EXERCISE INSTRUCTIONS: State the number of lines in these records that include the word "solid", and add nothing to it.

#####

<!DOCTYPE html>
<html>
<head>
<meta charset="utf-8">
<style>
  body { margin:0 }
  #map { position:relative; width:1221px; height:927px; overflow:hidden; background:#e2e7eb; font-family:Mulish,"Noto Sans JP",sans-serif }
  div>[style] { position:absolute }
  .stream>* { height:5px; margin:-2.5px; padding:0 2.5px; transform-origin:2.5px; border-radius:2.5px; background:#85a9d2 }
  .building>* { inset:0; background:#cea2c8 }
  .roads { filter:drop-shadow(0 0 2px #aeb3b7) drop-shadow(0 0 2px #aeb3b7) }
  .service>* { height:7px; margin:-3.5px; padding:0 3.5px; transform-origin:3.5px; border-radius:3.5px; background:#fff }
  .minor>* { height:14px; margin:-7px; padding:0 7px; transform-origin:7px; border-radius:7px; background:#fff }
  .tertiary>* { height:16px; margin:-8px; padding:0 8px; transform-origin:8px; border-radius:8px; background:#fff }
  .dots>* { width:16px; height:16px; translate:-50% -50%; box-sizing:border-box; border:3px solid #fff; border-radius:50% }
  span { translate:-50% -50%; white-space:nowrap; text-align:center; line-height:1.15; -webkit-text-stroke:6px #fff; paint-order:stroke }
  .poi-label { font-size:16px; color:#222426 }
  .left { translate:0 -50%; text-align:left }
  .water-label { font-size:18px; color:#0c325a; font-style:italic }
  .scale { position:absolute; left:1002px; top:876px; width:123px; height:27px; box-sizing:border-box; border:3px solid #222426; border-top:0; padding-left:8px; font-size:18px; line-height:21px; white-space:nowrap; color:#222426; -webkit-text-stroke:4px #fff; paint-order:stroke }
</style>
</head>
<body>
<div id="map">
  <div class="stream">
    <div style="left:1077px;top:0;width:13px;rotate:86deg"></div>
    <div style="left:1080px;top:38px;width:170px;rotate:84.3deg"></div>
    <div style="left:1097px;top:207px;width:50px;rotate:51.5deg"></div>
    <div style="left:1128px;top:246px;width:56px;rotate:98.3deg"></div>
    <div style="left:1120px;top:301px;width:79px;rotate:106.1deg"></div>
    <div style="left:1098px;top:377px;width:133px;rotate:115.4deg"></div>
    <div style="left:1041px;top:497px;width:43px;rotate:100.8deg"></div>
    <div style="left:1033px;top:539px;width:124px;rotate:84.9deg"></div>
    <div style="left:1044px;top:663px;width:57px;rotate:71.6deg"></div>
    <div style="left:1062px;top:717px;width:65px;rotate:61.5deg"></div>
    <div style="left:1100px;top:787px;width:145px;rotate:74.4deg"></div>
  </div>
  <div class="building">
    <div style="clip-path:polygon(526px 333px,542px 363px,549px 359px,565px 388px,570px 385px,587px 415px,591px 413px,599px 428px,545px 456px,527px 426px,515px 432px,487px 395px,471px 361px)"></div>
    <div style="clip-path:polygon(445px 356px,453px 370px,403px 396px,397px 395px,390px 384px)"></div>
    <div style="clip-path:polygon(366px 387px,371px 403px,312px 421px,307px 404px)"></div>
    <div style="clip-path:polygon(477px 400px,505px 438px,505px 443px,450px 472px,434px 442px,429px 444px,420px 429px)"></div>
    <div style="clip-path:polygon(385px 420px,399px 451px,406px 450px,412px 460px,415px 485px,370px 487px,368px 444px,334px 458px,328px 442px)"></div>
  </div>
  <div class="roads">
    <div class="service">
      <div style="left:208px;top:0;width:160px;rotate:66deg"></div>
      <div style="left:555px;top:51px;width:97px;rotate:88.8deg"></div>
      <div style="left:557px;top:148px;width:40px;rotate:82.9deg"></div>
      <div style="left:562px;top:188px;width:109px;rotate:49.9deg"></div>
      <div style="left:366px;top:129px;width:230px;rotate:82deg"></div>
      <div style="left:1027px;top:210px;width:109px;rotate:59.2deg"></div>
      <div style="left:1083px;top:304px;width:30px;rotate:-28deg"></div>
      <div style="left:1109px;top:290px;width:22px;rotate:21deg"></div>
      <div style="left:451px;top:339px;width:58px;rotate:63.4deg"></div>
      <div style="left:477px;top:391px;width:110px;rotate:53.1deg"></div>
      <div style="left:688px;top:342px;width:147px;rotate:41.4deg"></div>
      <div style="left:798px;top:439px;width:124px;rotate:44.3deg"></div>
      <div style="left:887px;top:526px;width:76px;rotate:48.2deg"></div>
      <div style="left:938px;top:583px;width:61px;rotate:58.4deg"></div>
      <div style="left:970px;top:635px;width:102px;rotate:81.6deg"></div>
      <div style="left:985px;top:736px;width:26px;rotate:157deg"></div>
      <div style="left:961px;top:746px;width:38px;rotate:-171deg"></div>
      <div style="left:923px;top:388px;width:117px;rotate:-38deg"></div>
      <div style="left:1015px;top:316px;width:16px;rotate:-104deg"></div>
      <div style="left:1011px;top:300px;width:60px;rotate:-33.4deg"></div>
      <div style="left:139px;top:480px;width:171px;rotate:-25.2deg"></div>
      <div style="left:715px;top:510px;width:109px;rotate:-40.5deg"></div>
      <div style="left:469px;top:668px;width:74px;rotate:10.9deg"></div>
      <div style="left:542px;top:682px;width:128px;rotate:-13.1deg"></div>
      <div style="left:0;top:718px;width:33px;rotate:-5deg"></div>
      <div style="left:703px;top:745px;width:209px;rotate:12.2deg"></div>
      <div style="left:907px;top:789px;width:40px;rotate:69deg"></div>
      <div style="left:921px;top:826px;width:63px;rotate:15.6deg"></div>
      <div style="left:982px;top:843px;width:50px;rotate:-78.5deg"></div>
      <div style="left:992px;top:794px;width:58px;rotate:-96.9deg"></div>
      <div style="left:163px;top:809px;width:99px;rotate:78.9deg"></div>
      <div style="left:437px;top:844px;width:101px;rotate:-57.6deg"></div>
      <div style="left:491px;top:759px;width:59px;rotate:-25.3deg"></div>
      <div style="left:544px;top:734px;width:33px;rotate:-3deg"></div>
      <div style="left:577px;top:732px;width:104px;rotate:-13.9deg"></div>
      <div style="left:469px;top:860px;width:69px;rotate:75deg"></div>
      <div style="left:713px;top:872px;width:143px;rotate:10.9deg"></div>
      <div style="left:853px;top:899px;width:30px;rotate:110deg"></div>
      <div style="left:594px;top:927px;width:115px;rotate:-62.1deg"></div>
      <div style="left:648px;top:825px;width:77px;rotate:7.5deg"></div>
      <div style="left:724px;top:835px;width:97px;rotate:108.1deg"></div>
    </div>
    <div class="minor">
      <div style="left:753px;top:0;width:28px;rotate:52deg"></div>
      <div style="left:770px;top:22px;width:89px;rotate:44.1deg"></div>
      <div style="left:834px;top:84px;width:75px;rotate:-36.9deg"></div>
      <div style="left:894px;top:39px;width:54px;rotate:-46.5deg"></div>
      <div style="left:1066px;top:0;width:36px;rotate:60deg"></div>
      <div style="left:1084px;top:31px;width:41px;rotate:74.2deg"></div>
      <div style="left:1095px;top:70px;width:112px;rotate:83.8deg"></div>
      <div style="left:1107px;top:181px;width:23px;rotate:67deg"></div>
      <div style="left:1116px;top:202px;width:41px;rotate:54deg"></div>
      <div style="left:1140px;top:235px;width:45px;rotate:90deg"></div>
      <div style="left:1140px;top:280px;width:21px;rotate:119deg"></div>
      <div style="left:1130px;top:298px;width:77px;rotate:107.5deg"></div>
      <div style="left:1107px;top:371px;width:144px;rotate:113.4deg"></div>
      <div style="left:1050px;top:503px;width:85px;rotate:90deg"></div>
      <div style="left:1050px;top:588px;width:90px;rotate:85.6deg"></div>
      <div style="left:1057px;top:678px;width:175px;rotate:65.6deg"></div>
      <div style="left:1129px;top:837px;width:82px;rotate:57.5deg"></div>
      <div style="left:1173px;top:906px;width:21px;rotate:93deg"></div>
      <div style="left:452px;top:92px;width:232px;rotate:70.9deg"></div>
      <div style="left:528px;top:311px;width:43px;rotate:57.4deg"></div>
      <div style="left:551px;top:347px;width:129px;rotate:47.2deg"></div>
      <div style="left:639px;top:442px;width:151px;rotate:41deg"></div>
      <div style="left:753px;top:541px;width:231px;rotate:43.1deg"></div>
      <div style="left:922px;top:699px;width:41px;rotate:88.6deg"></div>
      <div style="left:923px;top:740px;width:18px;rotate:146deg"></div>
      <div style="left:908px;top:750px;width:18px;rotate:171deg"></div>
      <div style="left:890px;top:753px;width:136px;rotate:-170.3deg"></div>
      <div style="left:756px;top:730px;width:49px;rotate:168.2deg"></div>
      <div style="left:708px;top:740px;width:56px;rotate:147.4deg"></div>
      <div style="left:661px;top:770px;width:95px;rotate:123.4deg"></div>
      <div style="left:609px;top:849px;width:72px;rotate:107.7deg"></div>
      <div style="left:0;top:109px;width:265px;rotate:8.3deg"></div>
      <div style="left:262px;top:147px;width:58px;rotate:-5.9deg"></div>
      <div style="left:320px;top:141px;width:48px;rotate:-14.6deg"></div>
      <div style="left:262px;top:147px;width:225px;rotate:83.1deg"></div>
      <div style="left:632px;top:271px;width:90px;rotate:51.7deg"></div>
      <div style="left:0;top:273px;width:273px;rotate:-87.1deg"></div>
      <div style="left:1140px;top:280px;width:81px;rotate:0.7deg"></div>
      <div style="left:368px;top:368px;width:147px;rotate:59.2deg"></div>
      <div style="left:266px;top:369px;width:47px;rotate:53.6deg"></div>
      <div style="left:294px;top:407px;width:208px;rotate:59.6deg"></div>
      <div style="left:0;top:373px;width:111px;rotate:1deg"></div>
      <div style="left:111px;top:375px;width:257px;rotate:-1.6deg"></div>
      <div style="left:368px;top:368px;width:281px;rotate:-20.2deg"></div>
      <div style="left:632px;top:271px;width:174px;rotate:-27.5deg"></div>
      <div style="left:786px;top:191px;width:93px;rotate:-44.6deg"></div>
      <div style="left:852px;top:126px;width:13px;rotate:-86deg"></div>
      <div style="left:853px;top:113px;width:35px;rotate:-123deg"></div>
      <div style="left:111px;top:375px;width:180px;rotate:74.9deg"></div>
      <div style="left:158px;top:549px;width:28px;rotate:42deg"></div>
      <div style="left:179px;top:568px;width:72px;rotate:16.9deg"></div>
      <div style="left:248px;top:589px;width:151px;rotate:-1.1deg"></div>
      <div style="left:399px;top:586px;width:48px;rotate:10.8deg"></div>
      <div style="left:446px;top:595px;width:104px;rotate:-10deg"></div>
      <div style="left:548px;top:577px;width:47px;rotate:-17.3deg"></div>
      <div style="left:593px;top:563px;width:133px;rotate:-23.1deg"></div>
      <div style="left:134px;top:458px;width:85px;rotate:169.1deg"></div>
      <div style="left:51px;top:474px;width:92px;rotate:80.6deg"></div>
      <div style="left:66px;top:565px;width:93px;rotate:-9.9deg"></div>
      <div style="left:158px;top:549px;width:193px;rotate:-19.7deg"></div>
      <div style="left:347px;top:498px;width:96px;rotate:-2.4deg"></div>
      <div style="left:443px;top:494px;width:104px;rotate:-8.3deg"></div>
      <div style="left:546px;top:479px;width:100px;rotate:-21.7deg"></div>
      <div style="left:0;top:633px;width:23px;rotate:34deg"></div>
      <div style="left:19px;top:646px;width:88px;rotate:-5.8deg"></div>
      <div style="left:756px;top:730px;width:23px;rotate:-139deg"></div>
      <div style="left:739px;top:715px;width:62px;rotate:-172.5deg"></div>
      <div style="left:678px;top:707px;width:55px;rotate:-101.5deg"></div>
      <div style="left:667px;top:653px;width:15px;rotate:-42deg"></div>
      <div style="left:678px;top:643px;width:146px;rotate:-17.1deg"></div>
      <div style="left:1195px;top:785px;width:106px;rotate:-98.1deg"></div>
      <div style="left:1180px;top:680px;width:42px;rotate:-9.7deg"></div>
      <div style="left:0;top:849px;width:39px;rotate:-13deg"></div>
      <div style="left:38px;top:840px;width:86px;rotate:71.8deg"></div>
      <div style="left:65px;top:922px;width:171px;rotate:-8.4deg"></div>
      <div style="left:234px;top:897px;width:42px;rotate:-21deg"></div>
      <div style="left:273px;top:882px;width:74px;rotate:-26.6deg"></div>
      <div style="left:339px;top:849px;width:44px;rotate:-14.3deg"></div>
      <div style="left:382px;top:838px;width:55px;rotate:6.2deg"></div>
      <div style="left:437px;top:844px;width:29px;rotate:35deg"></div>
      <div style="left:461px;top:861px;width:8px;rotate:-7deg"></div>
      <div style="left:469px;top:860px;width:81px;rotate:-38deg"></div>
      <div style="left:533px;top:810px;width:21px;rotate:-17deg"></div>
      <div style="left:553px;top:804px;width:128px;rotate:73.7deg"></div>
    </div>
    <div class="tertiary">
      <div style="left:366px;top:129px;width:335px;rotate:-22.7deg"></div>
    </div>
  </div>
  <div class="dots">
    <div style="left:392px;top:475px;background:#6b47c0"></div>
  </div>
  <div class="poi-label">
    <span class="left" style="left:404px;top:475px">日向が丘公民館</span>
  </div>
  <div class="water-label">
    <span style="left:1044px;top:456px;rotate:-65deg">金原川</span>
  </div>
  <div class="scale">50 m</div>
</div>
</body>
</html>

#####

REPLY TO THE EXERCISE: 2